Harcèlement et disparition de journalistes
Le 3 décembre 2024, le journaliste d’investigation Habib Marouane Camara a été enlevé par des hommes armés à Lambanyi, dans la banlieue de Conakry, alors qu’il avait rendez-vous avec l’homme d’affaires Kerfalla Person Camara (KPC) au domicile de celui-ci, selon des proches du journaliste. Spécialisé dans les affaires politiques et surtout voix critique de la junte militaire du Général Mamadi Doumbouya, il reste introuvable à ce jour. Son cas est devenu emblématique des risques encourus par les journalistes dans l’exercice de leur métier.
Le 19 janvier 2024, Sékou Jamal Pendessa, secrétaire général du Le Syndicat des professionnels de la presse de Guinée (SPPG), est arrêté et détenu à la prison centrale de Conakry pendant plus d’un mois. Son crime : avoir appelé à une manifestation pacifique pour défendre la liberté de la presse et demander la réouverture des médias suspendus.
Quelques mois plus tôt, en octobre 2023, une manifestation de journalistes à Conakry avait été violemment dispersée par les forces de l’ordre. Une douzaine de professionnels avaient été brièvement interpellés alors qu’ils réclamaient le rétablissement du site d’information Guineematin.com, censuré sans aucune décision légale.
Un impact économique dramatique
Au-delà de l’atteinte aux libertés, la répression a eu des conséquences économiques graves. En deux ans, près de 700 emplois auraient été perdus dans le secteur des médias privés en Guinée. Face à la fermeture de chaînes, au retrait des fréquences et à l’asphyxie publicitaire, plusieurs entreprises de presse ont réduit leurs effectifs ou suspendu leurs activités. Cette précarisation fragilise encore davantage l’indépendance éditoriale.
La presse en résistance, le gouvernement dans le silence
En mai 2023, les principales organisations de presse ont désigné plusieurs membres du gouvernement comme « ennemis de la presse ». Une journée « sans presse » a été organisée dans tout le pays pour alerter sur le danger croissant qui pèse sur l’information libre et indépendante.

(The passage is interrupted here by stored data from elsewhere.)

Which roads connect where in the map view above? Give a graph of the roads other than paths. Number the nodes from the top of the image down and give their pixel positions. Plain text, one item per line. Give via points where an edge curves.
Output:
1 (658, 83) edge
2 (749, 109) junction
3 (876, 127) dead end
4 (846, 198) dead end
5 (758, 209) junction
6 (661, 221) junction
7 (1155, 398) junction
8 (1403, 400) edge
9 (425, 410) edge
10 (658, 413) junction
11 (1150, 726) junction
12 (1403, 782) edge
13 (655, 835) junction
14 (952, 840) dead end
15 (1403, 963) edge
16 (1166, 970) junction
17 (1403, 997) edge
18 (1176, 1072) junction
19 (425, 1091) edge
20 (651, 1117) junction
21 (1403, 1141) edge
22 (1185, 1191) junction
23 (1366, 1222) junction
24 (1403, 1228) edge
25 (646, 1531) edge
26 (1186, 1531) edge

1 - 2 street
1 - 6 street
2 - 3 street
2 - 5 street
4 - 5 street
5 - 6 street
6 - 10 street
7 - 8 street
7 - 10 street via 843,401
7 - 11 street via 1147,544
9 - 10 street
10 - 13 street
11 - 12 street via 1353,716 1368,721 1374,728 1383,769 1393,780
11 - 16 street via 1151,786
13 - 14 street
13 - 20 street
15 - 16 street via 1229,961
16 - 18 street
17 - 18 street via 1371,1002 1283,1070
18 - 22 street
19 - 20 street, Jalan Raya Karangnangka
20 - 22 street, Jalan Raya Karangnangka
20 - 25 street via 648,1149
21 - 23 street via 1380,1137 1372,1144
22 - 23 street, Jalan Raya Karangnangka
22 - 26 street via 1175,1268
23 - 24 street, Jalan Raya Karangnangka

Au moment de la rédaction de cet article, aucune réaction officielle n’a été formulée par les autorités guinéennes suite à la publication du classement 2025.
Une sonnette d’alarme
Ce nouveau classement place désormais la Guinée à la traine des pays où la liberté de la presse est véritablement respectée. Il devrait constituer un signal d’alarme pour une transition censée restaurer l’ordre constitutionnel et garantir les libertés fondamentales.
Depuis plusieurs mois, les organisations de journalistes et les défenseurs des droits humains appellent à la levée des censures, à la réouverture des médias suspendus ainsi qu’à une enquête sérieuse sur la disparition de Habib Marouane Camara.
À travers cette chute historique dans le classement mondial, c’est l’image d’une démocratie en construction qui vacille, alors que les autorités de la transition parlent de refondation. La presse, pilier du débat public, ne peut continuer à évoluer sous la menace sans mettre en péril l’avenir démocratique de la Guinée.